Greece is an astonishing case where the conservative New Democracy Party is leading a coalition government with two parties of the Left, embracing economic programs that are impoverishing large sectors of the population, especially in the private sector.  Most European parties of the Right behave in a similar ambivalent fashion.  Consider the present Spanish government in its current dilemma.  Even the UK Tories continue naively to believe that somehow they can build a firewall from this growing storm by promises of vague renegotiation of their EU membership.

Already the Eurozone has shown an iron fist of political and economic repression, making debt slaves of its weaker members like Greece, Ireland and Portugal; drastically reducing economic freedom and national sovereignty. Confronted with a similar fate, the larger Eurozone members of the Periphery are beginning to realize that these issues have real political substance. Remaining in the Eurozone, accepting the loss of national sovereignty, civil liberties and economic freedom is a question of balancing costs and benefits of Eurozone membership, something that was always taboo in the past.

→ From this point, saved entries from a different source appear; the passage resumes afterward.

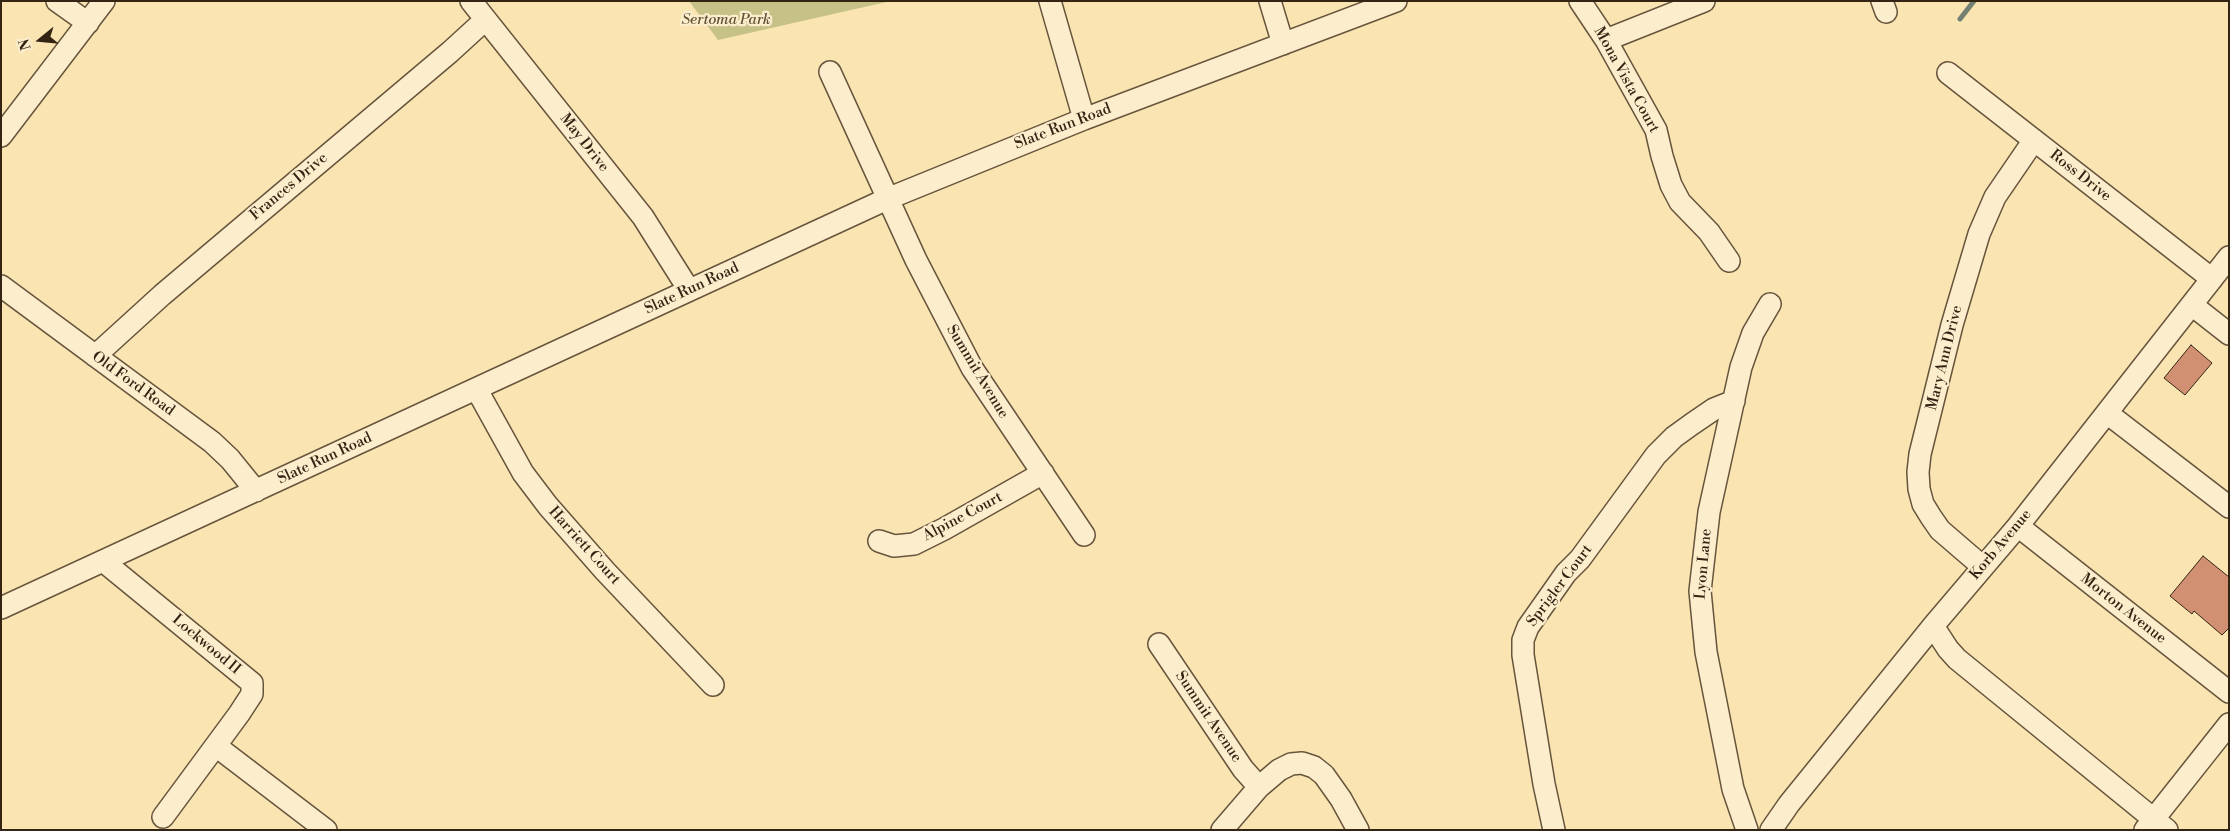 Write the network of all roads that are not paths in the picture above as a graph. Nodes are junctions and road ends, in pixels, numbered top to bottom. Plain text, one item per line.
1 (57, 1) edge
2 (104, 1) edge
3 (472, 1) edge
4 (1050, 1) edge
5 (1270, 1) edge
6 (1396, 1) edge
7 (1580, 1) edge
8 (1704, 1) edge
9 (486, 20) junction
10 (88, 23) junction
11 (1606, 40) junction
12 (1283, 44) junction
13 (830, 72) dead end
14 (1948, 73) dead end
15 (1084, 119) junction
16 (1, 136) edge
17 (2034, 140) junction
18 (887, 199) junction
19 (2229, 257) edge
20 (1729, 261) dead end
21 (2212, 279) junction
22 (1, 286) edge
23 (689, 290) junction
24 (1770, 304) dead end
25 (2192, 305) junction
26 (2229, 334) edge
27 (95, 356) junction
28 (477, 390) junction
29 (1734, 401) junction
30 (2107, 413) junction
31 (1043, 473) junction
32 (256, 491) junction
33 (2229, 507) edge
34 (2018, 526) junction
35 (1084, 535) dead end
36 (879, 541) dead end
37 (103, 561) junction
38 (1983, 567) junction
39 (1, 608) edge
40 (1933, 626) junction
41 (1159, 644) dead end
42 (713, 685) dead end
43 (2229, 692) edge
44 (2229, 724) edge
45 (216, 746) junction
46 (1259, 787) junction
47 (163, 817) dead end
48 (2155, 826) edge
49 (326, 830) edge
50 (1222, 830) edge
51 (1358, 830) edge
52 (1554, 830) edge
53 (1747, 830) edge
54 (1771, 830) edge

1 - 10 street
2 - 10 street
3 - 9 street, May Drive
4 - 15 street
5 - 12 street
6 - 12 street, Slate Run Road
7 - 11 street, Mona Vista Court
8 - 11 street
9 - 23 street, May Drive
9 - 27 street, Frances Drive
10 - 16 street
11 - 20 street, Mona Vista Court
12 - 15 street, Slate Run Road
13 - 18 street, Summit Avenue
14 - 17 street, Ross Drive
15 - 18 street, Slate Run Road
17 - 21 street, Ross Drive
17 - 38 street, Mary Ann Drive
18 - 23 street, Slate Run Road
18 - 31 street, Summit Avenue
19 - 21 street, Korb Avenue
21 - 25 street, Korb Avenue
22 - 27 street, Old Ford Road
23 - 28 street, Slate Run Road
24 - 29 street, Lyon Lane
25 - 26 street
25 - 30 street, Korb Avenue
27 - 32 street, Old Ford Road
28 - 32 street, Slate Run Road
28 - 42 street, Harriett Court
29 - 52 street, Sprigler Court
29 - 53 street, Lyon Lane
30 - 33 street
30 - 34 street, Korb Avenue
31 - 35 street, Summit Avenue
31 - 36 street, Alpine Court
32 - 37 street, Slate Run Road
34 - 38 street, Korb Avenue
34 - 43 street, Morton Avenue
37 - 39 street, Slate Run Road
37 - 45 street, Lockwood II
38 - 40 street, Korb Avenue
40 - 48 street
40 - 54 street, Korb Avenue
41 - 46 street, Summit Avenue
44 - 48 street
45 - 47 street, Lockwood II
45 - 49 street
46 - 50 street
46 - 51 street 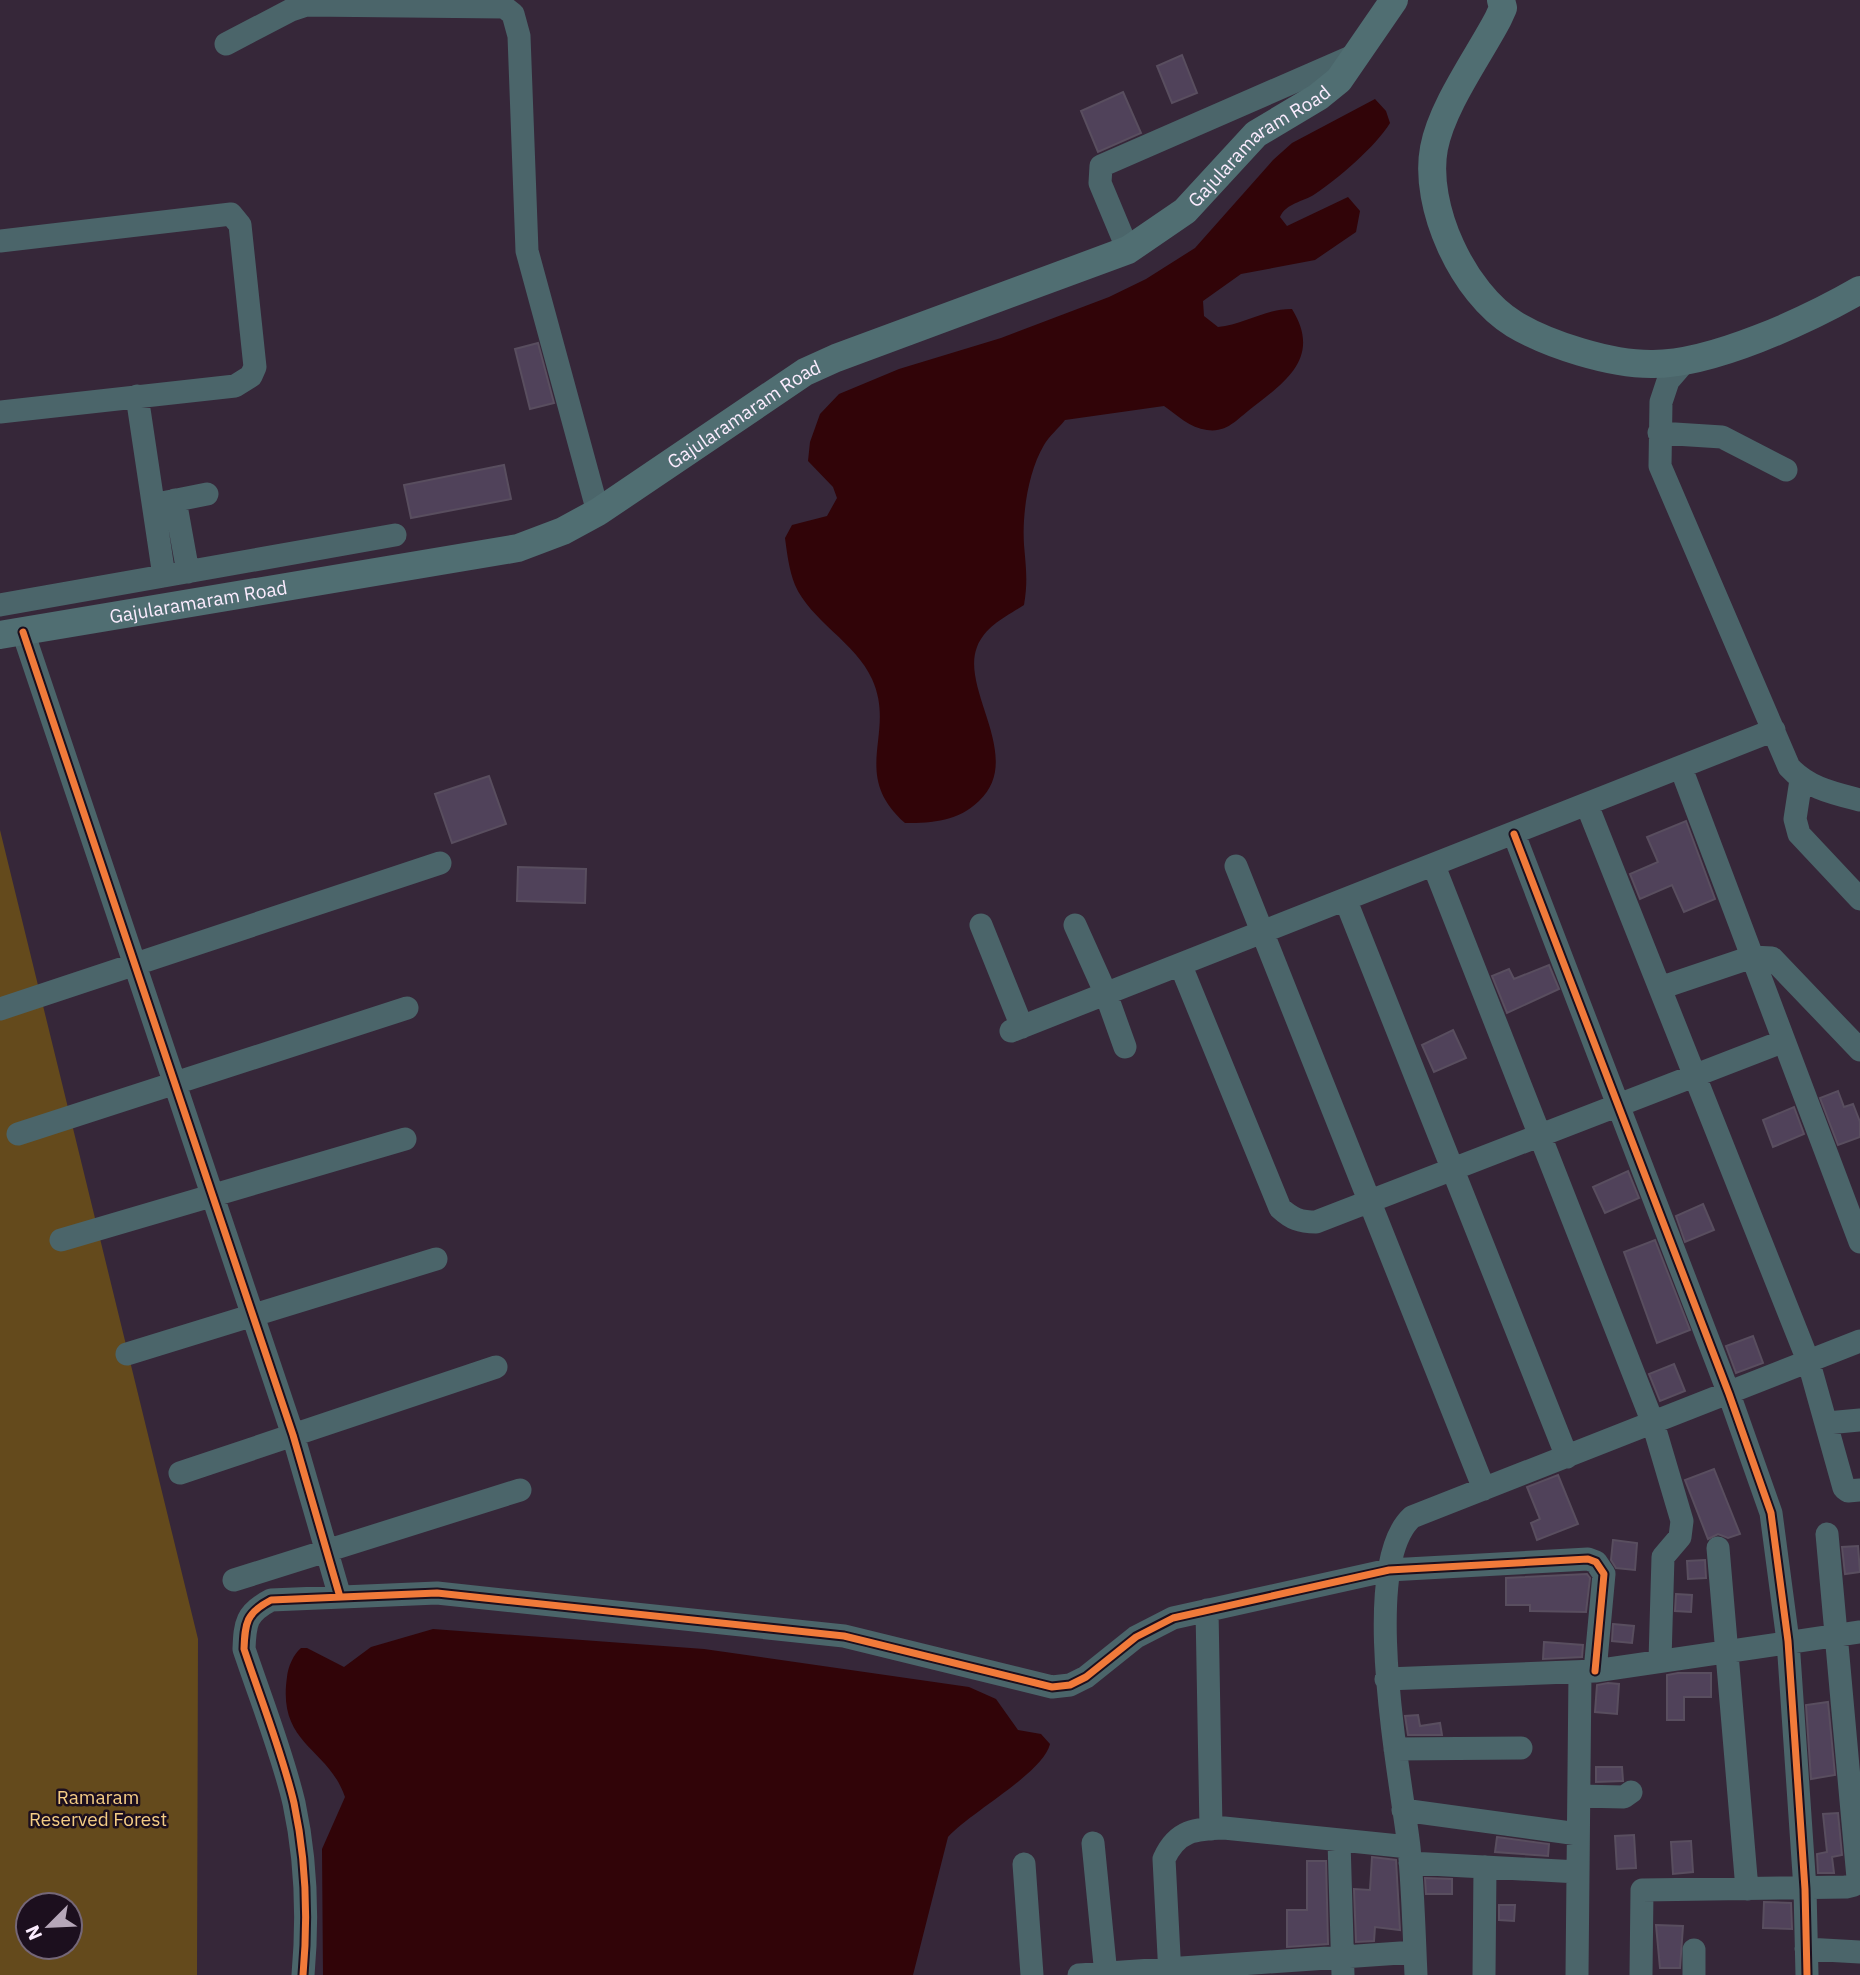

If there is a break up, the costs would be different in terms of who is the first to leave. If the Germans leave and revalue, the costs will be less for the South. The larger PIGS like Spain and Italy are beginning to realize that they do not have much to lose, taking aggressive stands with the Germans.

On the other hand, the Germans for the first time now begin to feel Eurozone malaise and the burden of the costs. Debt mutualization will certain result in a credit downgrade, having to carry the burden of the over indebted South. Already Germany has been put on negative watch list. Monetization and non-conventional monetary policy would market the end of a comfortable system where the ECB is in Frankfurt and under rules that have made it a Bundesbank clone accommodating German needs, until Mr Draghi has begun to shake things up.

Leaving the Euro, the Germans would be forced to revalue, losing their comfortable advantage in exports and to revise their policies. They would be compelled to recapitalize their banks for the sovereign loan losses of the South. Long term that might be preferable than the present course of endless bailout loans to the South and taking on endless liabilities to carry a failed and dysfunctional currency zone, but few in German political elite are eager for this bitter pill to be swallowed up front.

Meanwhile, the Greeks live in an Alice in Wonderland state where the political elite still clings to the Eurozone concept even as a colony with limited sovereignty, political and economic freedom. Ultimately their outcome in the Eurozone as well as the fate of the Eurozone itself is not in their hands, but most of the Greek political elite – at least in their mindless public statements - seem hardly cognizant the major battles that are raging outside of Greece.